======== Records for the exercise

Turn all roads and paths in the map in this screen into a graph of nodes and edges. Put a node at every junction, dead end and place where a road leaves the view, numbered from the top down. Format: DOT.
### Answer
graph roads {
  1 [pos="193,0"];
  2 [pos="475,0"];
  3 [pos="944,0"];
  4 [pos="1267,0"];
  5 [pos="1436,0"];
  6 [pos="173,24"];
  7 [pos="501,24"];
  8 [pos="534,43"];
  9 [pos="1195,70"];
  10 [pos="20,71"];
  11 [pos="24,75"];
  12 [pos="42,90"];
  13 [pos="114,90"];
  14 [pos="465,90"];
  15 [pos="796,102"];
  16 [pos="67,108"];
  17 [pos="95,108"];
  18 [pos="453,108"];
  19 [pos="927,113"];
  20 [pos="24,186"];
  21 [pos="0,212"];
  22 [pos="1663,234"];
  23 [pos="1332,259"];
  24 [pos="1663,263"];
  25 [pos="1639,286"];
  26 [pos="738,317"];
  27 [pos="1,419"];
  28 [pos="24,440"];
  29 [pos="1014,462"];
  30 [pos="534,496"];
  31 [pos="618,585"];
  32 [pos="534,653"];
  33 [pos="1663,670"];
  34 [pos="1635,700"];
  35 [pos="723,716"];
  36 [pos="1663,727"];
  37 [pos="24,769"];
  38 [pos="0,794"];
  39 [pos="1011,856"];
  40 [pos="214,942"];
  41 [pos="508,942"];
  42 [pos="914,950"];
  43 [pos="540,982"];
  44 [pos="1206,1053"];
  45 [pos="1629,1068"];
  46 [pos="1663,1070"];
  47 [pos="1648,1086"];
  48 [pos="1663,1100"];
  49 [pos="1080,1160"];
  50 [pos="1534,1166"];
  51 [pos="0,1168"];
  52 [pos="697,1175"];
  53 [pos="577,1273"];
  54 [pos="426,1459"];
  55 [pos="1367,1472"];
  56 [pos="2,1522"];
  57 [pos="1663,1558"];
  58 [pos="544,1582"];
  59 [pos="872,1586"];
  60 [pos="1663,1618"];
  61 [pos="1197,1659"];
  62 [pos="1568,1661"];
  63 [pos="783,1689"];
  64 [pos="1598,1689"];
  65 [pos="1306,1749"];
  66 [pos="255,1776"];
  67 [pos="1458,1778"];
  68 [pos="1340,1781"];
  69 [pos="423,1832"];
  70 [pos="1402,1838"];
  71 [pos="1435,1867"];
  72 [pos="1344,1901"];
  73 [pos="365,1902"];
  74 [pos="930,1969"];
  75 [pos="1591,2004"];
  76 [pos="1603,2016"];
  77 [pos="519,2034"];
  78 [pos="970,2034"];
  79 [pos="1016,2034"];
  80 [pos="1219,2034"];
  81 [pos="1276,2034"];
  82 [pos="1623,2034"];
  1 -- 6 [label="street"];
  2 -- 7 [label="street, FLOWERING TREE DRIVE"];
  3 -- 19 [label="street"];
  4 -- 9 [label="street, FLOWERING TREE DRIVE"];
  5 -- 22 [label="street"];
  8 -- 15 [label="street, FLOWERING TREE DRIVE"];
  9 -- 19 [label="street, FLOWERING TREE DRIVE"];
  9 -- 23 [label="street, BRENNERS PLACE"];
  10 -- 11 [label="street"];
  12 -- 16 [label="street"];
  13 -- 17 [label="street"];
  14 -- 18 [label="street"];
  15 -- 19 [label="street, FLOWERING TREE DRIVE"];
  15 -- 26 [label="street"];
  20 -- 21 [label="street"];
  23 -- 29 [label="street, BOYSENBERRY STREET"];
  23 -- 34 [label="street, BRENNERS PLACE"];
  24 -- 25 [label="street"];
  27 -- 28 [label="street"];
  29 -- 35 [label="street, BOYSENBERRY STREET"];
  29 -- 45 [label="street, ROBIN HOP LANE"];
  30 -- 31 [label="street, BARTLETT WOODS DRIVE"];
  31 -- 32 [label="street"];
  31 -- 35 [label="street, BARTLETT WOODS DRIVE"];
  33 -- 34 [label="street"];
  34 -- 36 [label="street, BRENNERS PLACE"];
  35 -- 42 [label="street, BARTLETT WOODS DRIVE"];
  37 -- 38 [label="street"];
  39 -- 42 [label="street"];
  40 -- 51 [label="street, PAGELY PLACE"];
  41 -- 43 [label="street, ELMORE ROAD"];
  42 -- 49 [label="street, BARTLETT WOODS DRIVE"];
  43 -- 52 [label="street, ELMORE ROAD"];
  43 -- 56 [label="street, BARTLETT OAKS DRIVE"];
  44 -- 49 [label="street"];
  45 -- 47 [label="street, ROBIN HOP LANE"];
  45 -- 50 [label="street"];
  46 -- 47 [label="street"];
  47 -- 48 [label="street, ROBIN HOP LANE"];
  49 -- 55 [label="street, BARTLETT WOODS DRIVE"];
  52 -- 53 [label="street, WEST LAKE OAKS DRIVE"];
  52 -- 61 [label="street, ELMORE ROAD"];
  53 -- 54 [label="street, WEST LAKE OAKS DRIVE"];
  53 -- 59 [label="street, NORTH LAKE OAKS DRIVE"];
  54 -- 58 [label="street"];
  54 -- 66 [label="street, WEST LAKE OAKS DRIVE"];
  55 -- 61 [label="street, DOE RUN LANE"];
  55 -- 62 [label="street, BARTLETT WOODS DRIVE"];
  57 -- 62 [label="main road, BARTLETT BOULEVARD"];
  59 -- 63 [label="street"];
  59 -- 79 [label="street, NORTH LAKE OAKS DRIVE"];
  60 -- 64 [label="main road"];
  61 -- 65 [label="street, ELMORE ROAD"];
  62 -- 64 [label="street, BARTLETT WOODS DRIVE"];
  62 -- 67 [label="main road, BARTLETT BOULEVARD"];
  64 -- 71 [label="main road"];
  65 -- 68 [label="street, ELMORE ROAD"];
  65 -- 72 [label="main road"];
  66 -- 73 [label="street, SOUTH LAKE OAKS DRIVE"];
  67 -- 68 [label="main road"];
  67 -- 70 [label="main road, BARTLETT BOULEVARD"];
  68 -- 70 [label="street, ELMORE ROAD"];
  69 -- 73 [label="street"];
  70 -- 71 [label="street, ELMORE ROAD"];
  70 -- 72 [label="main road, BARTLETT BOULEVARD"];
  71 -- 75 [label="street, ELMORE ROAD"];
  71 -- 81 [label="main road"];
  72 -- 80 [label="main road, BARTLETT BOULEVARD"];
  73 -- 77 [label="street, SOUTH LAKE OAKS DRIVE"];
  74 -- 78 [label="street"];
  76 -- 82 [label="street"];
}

================

▶ _Requirement_:
Show the lines from the data above that contain the string "ROBIN".

▶ _Completed task_:
  29 -- 45 [label="street, ROBIN HOP LANE"];
  45 -- 47 [label="street, ROBIN HOP LANE"];
  47 -- 48 [label="street, ROBIN HOP LANE"];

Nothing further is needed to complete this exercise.